MiekeByerley commented 5 years ago

Hmm, interesting that this popped up. I forwarded a proposal (back in 2015) that stemmed from similar observation, but from a different angle (I identified not 2 Role types but 3). Aside from having the 2 conventional methods of filling a role Assignment and Election, I propossed a 3rd which was a Hybrid of the two and I coined it "Appointment". I'll attach the original proposal here for anyone interested (I don't know whether it was ever tabled for consideration or not) HOLACRACY CONSTITUTION v 5 proposal.docx

LouisChiquet commented 5 years ago

Thanks for sharing this @MiekeByerley. It's a deep proposal, and haven't been sure to understand all. What would help me to get it, is if you could share the reasons that pushed you to “Core Non-defined Roles” definition or saying it exist? Knowing that you can't add anything to the Circle Lead role, and was wondering your reference about “Context-Link”? Or “Cross-Link” which is something that no longer exist in 5.0 (or it does, but under a different shape)? As explications are a bit light on the document for me to understand properly. Thanks in advance for the clarifications, that'd be useful.
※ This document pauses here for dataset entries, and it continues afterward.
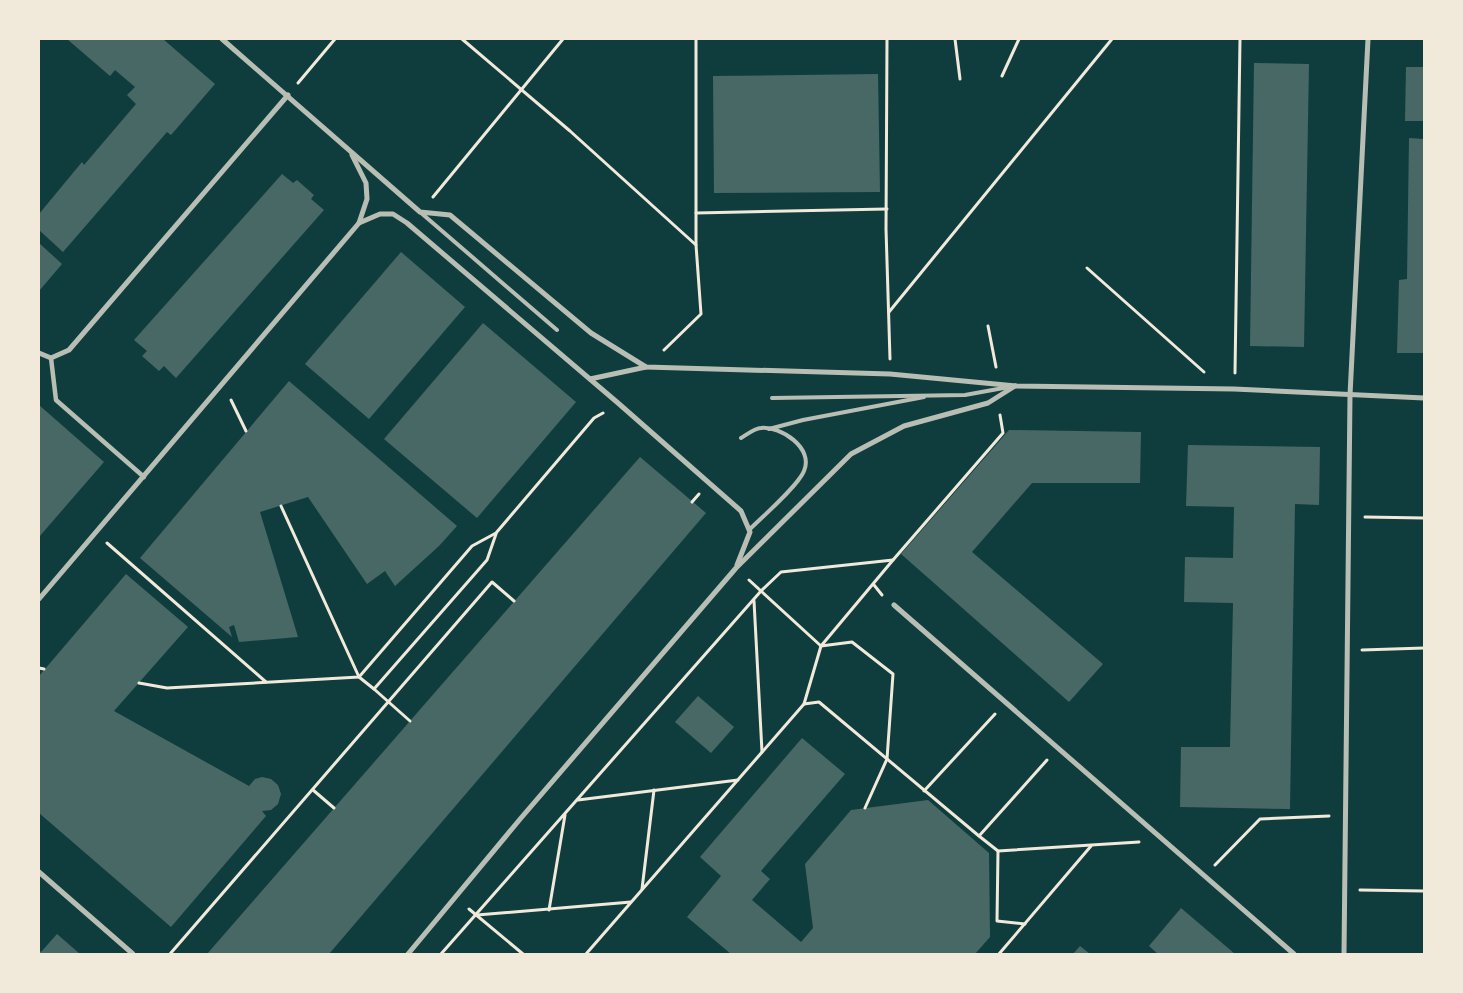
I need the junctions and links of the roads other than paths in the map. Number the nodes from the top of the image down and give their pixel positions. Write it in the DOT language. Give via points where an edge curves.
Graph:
graph roads {
  1 [pos="222,39"];
  2 [pos="1368,39"];
  3 [pos="288,95"];
  4 [pos="350,151"];
  5 [pos="420,212"];
  6 [pos="359,223"];
  7 [pos="557,330"];
  8 [pos="39,353"];
  9 [pos="51,358"];
  10 [pos="646,367"];
  11 [pos="590,379"];
  12 [pos="1016,386"];
  13 [pos="936,395"];
  14 [pos="1350,395"];
  15 [pos="772,398"];
  16 [pos="1424,398"];
  17 [pos="768,429"];
  18 [pos="740,438"];
  19 [pos="144,476"];
  20 [pos="749,530"];
  21 [pos="736,568"];
  22 [pos="39,599"];
  23 [pos="894,605"];
  24 [pos="39,872"];
  25 [pos="133,954"];
  26 [pos="408,954"];
  27 [pos="1294,954"];
  28 [pos="1344,954"];
  1 -- 3 [label="street"];
  2 -- 14 [label="street"];
  3 -- 4 [label="street"];
  3 -- 9 [label="street" via="69,350"];
  4 -- 5 [label="street"];
  4 -- 6 [label="street" via="366,183 368,199"];
  5 -- 7 [label="lane"];
  5 -- 10 [label="street" via="450,215 592,333"];
  6 -- 11 [label="street" via="380,214 393,214 400,218"];
  6 -- 19 [label="street"];
  8 -- 9 [label="street"];
  9 -- 19 [label="street" via="56,400"];
  10 -- 11 [label="street"];
  10 -- 12 [label="street" via="890,374"];
  11 -- 20 [label="street" via="742,511"];
  12 -- 13 [label="lane" via="965,395"];
  12 -- 14 [label="street" via="1234,389"];
  12 -- 21 [label="street" via="988,403 904,426 851,454"];
  13 -- 15 [label="lane"];
  13 -- 17 [label="lane"];
  14 -- 16 [label="street"];
  14 -- 28 [label="street"];
  17 -- 18 [label="lane" via="760,428"];
  17 -- 20 [label="lane" via="790,436 801,447 805,470"];
  19 -- 22 [label="street"];
  20 -- 21 [label="street"];
  21 -- 26 [label="street"];
  23 -- 27 [label="street"];
  24 -- 25 [label="street"];
}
St-Ex commented 4 years ago

On my journey to Holacracy, I stumbled on this tread. I'd like to share a bit of information regarding election.

First of all, there is no perfect process when you're using ordering (ie: making an ordered list of candidate, even a list of one). It's been proven by Arrow's impossibility theorem). Also, ordering people is a trigger for egos as candidates receive a feedback as better or worse than others.

There is an interesting system, it's called Majority Judgment by Rida Laraki et Michel Balinski. Here a nice video explaining how it could be apply to french election (at 15:00, English subtitles available). In short, you are not ordering candidates, grading them independently regarding their fit for the role. Designated candidate is the one with the best median grade. This also offer a very good side effect : only bad grades → no-one is fit for it. you might then carry this tension to super-circle.

As @sitron mention, it might be over-engineered and should be used for critical role (or non-stable circle).

brianjrobertson commented 3 years ago

While I still really want an alternative to the current election process, it's not going to make it into v5.0 before release, so I'm closing this issue for now. I'll open a new issue whenever I have concrete suggestions to offer for potential inclusion in v5.1+, and I invite others to do the same.